Since the AG report, House Democrats had called for Durham's expulsion. Republicans joined in after learning he could still draw his pension even though he would not be in office for the next legislative session. An expulsion would prevent his pension from vesting. Governor Bill Haslam called an extraordinary session of the General Assembly to convene in September 2016. This session was to address DUI laws that would cost the state $60 million in federal funding if the state was not in compliance by October 1. The expulsion of Durham was not included in the proclamation as Haslam said it was not the role of the administration to decide. Speaker Beth Harwell commented that she would push for an expulsion motion during the session. Durham's attorney raised concerns over the constitutionality of an expulsion motion in an extraordinary session as it was outside the scope of the Governor's call. However, the Speaker and the House Clerk's office stated that an expulsion motion is procedural instead of legislative and that there is also precedent for the House passing Resolutions during an extraordinary session.

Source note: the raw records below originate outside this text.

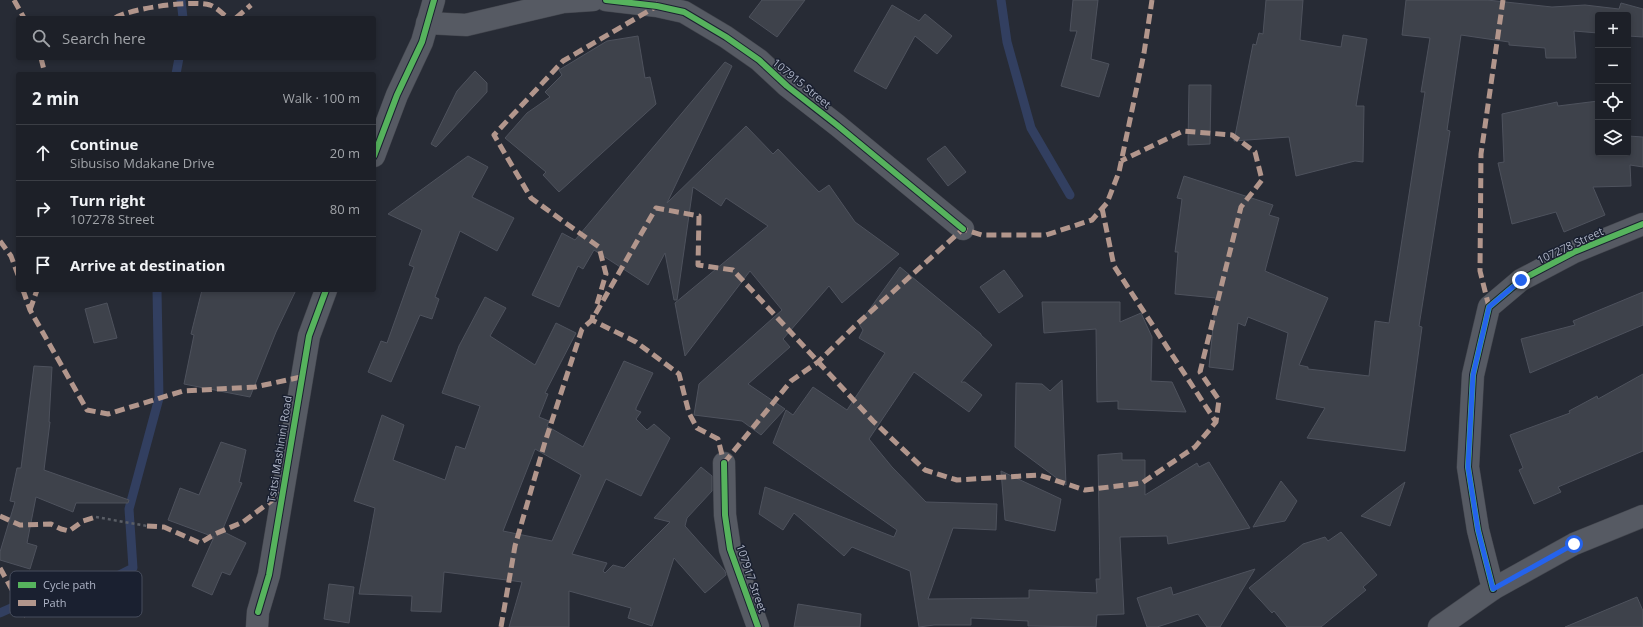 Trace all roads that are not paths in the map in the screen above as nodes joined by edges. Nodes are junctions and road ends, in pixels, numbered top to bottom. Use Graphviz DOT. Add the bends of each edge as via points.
graph roads {
  1 [pos="434,0"];
  2 [pos="593,0"];
  3 [pos="606,0"];
  4 [pos="427,23"];
  5 [pos="376,151"];
  6 [pos="1643,224"];
  7 [pos="963,229"];
  8 [pos="325,292"];
  9 [pos="724,463"];
  10 [pos="1643,516"];
  11 [pos="1493,589"];
  12 [pos="257,620"];
  13 [pos="758,627"];
  14 [pos="1439,627"];
  1 -- 4 [label="street"];
  2 -- 4 [label="street" via="563,2 466,25"];
  3 -- 7 [label="street, 107915 Street" via="684,12 726,37 759,60 787,86"];
  4 -- 5 [label="street" via="422,42 397,95"];
  6 -- 11 [label="street, 107278 Street" via="1574,252 1521,280 1489,307 1473,375 1468,467 1478,530"];
  8 -- 12 [label="street, Tsitsi Mashinini Road" via="309,336 269,575"];
  9 -- 13 [label="street, 107917 Street" via="725,515 730,549"];
  10 -- 11 [label="street" via="1574,544"];
  11 -- 14 [label="street"];
} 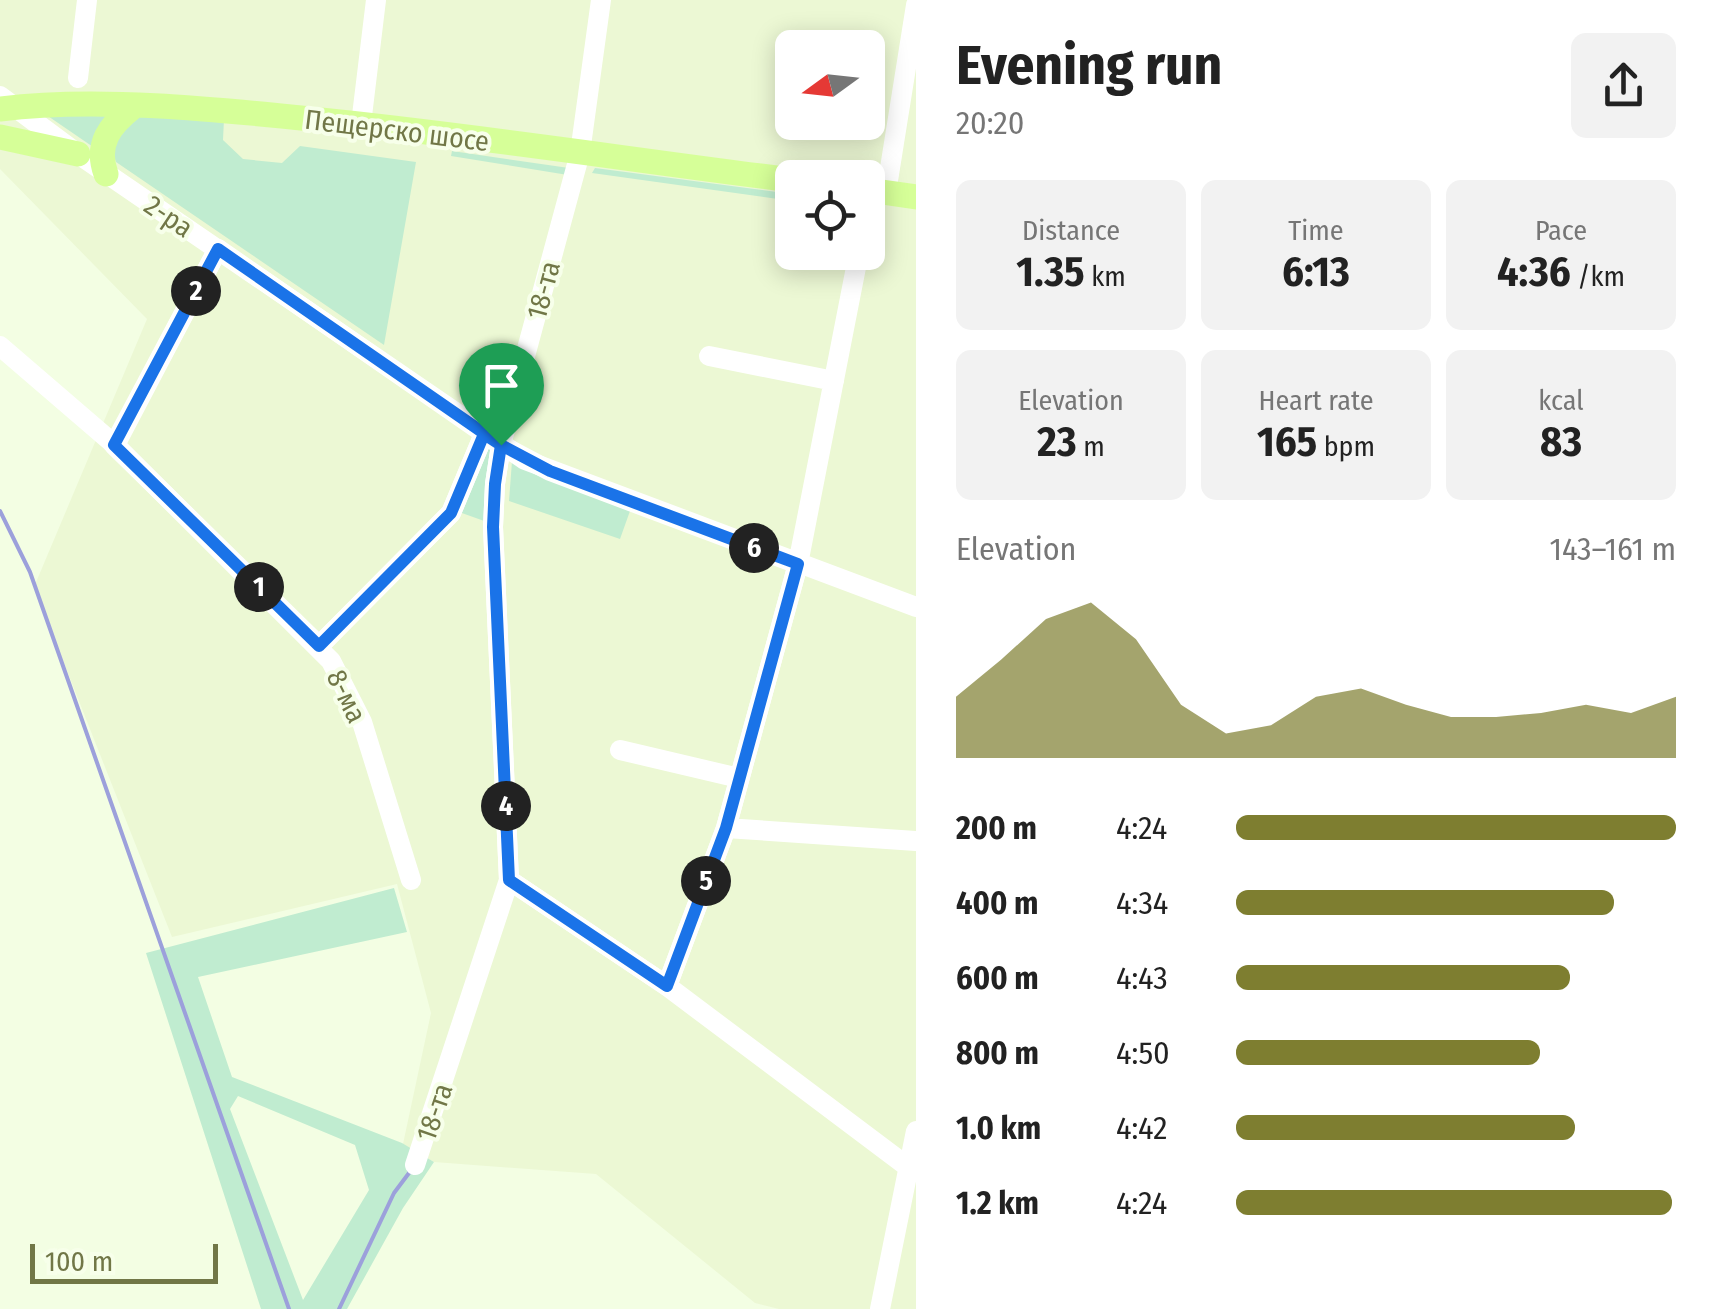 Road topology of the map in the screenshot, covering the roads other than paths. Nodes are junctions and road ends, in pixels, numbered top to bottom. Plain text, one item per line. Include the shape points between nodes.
1 (87, 0) edge
2 (376, 0) edge
3 (601, 0) edge
4 (916, 5) edge
5 (78, 78) dead end
6 (5, 104) edge
7 (133, 107) junction
8 (362, 124) junction
9 (0, 137) edge
10 (580, 153) junction
11 (78, 154) junction
12 (884, 160) edge
13 (106, 174) junction
14 (775, 178) edge
15 (885, 193) edge
16 (916, 197) edge
17 (218, 249) junction
18 (856, 270) edge
19 (0, 346) edge
20 (709, 356) dead end
21 (834, 381) junction
22 (492, 440) junction
23 (114, 445) junction
24 (798, 564) junction
25 (916, 607) edge
26 (319, 646) junction
27 (620, 750) dead end
28 (739, 778) junction
29 (726, 828) junction
30 (916, 841) edge
31 (412, 880) dead end
32 (509, 880) junction
33 (667, 986) junction
34 (916, 1131) edge
35 (415, 1166) dead end
36 (908, 1166) junction
37 (880, 1309) edge

1 - 5 street
2 - 8 street
3 - 10 street, 18-та
4 - 12 street
6 - 7 main road, Пещерско шосе
6 - 11 street, 2-ра
7 - 8 main road, Пещерско шосе
7 - 13 main road via 106,136
8 - 10 main road, Пещерско шосе
9 - 11 main road
10 - 14 main road, Пещерско шосе
10 - 22 street, 18-та
11 - 13 street, 2-ра
13 - 17 street, 2-ра
15 - 16 main road
17 - 22 street, 2-ра
17 - 23 street
18 - 21 street
19 - 23 street, 8-ма
20 - 21 street
21 - 24 street
22 - 24 street, 2-ра via 550,471
22 - 26 street via 451,513
22 - 32 street, 18-та
23 - 26 street, 8-ма
24 - 25 street, 2-ра
24 - 28 street
26 - 31 street, 8-ма via 362,722
27 - 28 street
28 - 29 street
29 - 30 street
29 - 33 street
32 - 33 street
32 - 35 street, 18-та
33 - 36 street
34 - 36 street
36 - 37 street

Republican Caucus Chairman Glen Casada pointed to the 1866 extraordinary session where the General Assembly expelled six members following the ratification of the Fourteenth Amendment. The expelled Members in 1866 were intentionally absent from the session in an attempt to stop the ratification through the lack of quorum.

On the second day of the extraordinary session, Representative Susan Lynn made the motion to expel Durham during the unfinished business portion of the agenda. Durham spoke from the well defending himself and criticized the lack of due process during the procedures. He also answered some questions from other Representatives during the debate before eventually leaving the Capitol abruptly. A motion was made to force Durham to return to the Chambers to continue answering questions; however that motion failed. Durham was then expelled from the Tennessee House of Representatives on September 13, 2016 with a vote of 70-2-16. Most of the sixteen abstaining voters sided with Durham's criticism over the lack of due process.

==Personal life==
Durham works as a small business attorney in Franklin, Tennessee. He is married to Dr. Jessica Durham, an optometrist. They reside in Franklin, Tennessee. Durham has attention deficit hyperactivity disorder and has taken Adderall intermittently since 2009 to treat it.

=== Legal issues ===
On the evening of October 22, 2022, Durham was charged with driving under the influence, along with resisting arrest and possession of marijuana, after he crashed at an intersection in Downtown Nashville.

In May 2025, Jeremy Durham was found guilty of driving under the influence (DUI), Felony Reckless Endangerment, resisting arrest, and unlawful possession of drug paraphernalia, stemming from a 2023 arrest in Nashville, Tennessee. The charges were related to an incident in which Durham struck a parked vehicle and resisted the responding officer. The case drew public attention due to Durham's prior expulsion from the Tennessee House of Representatives in 2016.